3 November, 2013 at 16:08 | Posted in China, Society | Leave a comment

By Marshall Sahlins

Confucius Institutes censor political discussions and restrain the free exchange of ideas. Why, then, do American universities sponsor them?

We were sitting in his office, Ted Foss and I, on the third floor of Judd Hall at the University of Chicago. Foss is the associate director of the Center for East Asian Studies, a classic area studies program that gathers under its roof specialists in various disciplines who work on China, Korea and Japan. Above us, on the fourth floor, were the offices and seminar room of the university’s Confucius Institute, which opened its doors in 2010. A Confucius Institute is an academic unit that provides accredited instruction in Chinese language and culture and sponsors a variety of extracurricular activities, including art exhibitions, lectures, conferences, film screenings and celebrations of Chinese festivals; at Chicago and a number of other schools, it also funds the research projects of local faculty members on Chinese subjects. I asked Foss if Chicago’s CI had ever organized lectures or conferences on issues controversial in China, such as Tibetan independence or the political status of Taiwan. Gesturing to a far wall, he said, “I can put up a picture of the Dalai Lama in this office. But on the fourth floor, we wouldn’t do that.”

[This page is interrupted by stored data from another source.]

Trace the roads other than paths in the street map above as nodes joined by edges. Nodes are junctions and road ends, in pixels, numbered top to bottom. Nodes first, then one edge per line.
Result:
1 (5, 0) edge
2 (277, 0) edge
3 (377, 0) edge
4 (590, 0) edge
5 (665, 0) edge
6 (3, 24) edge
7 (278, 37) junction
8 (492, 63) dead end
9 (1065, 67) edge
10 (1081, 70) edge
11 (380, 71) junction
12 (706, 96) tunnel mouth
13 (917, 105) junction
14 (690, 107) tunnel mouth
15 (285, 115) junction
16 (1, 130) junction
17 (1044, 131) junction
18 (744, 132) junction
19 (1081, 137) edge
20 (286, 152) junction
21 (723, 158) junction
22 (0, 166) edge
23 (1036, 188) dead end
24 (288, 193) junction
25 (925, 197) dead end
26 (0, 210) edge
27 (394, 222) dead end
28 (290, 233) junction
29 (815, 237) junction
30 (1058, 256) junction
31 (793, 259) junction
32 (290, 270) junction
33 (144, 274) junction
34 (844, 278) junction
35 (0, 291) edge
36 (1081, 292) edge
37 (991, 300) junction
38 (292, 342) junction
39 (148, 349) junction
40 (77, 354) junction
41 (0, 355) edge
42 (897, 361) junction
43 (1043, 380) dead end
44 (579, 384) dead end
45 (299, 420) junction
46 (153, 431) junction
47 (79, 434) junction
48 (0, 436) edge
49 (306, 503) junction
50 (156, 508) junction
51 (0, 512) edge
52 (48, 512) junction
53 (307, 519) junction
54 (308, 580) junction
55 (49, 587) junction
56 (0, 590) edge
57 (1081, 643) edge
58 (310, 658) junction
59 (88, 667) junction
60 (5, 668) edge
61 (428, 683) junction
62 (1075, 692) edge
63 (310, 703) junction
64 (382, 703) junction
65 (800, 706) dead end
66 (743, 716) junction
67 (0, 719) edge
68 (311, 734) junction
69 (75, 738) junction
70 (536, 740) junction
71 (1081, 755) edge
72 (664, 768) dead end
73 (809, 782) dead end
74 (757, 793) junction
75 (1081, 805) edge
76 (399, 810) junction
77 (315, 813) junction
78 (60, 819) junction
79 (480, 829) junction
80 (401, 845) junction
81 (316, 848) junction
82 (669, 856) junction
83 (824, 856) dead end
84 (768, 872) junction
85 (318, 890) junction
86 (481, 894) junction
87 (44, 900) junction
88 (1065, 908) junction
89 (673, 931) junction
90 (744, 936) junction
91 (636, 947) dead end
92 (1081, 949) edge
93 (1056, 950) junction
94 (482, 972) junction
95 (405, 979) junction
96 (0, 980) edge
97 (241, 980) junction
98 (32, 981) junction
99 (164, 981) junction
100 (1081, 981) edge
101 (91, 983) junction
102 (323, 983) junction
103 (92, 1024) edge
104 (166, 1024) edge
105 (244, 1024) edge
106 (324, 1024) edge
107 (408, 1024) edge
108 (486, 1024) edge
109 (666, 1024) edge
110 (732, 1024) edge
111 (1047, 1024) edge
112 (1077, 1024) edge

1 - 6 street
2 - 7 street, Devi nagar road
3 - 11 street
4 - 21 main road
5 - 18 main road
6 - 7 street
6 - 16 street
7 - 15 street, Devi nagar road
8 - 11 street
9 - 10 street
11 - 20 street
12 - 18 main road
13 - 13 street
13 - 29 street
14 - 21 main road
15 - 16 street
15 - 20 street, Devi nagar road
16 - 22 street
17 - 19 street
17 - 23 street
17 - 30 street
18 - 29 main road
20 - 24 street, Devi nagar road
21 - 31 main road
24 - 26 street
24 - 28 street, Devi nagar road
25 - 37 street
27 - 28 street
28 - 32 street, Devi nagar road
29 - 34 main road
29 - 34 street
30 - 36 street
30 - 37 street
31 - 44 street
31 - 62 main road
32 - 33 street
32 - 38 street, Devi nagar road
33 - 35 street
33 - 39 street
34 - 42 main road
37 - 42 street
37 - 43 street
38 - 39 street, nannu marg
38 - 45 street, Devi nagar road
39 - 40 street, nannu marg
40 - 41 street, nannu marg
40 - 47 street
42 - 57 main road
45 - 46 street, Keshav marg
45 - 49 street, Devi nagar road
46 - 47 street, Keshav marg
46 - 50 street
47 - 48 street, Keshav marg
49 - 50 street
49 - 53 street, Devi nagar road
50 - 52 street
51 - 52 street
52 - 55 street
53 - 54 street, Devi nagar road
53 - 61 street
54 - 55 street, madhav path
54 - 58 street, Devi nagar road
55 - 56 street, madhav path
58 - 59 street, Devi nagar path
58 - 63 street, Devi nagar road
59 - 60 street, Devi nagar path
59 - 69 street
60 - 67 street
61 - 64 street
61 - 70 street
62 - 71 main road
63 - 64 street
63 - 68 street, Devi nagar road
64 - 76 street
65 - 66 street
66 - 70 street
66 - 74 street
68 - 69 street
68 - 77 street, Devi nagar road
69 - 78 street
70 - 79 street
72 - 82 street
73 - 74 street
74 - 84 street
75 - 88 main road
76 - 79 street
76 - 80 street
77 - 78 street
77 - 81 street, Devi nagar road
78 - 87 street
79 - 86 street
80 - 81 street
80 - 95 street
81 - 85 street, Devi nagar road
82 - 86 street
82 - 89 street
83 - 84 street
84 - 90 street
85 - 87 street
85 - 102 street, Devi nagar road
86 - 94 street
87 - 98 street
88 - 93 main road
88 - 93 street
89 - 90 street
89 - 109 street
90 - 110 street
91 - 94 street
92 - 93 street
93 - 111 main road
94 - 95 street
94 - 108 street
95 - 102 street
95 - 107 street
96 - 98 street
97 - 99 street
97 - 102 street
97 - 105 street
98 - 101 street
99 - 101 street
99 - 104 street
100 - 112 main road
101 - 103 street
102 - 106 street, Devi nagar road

The reason is that the Confucius Institutes at the University of Chicago and elsewhere are subsidized and supervised by the government of the People’s Republic of China. The CI program was launched by the PRC in 2004, and there are now some 400 institutes worldwide as well as an outreach program consisting of nearly 600 “Confucius classrooms” in secondary and elementary schools. In some respects, such a government-funded educational and cultural initiative is nothing new. For more than sixty years, Germany has relied on the Goethe-Institut to foster the teaching of German around the globe. But whereas the Goethe-Institut, like the British Council and the Alliance Française, is a stand-alone institution situated outside university precincts, a Confucius Institute exists as a virtually autonomous unit within the regular curriculum of the host school—for example, providing accredited courses in Chinese language in the Department of East Asian Languages and Civilizations at the University of Chicago.

There’s another big difference: CIs are managed by a foreign government, and accordingly are responsive to its politics.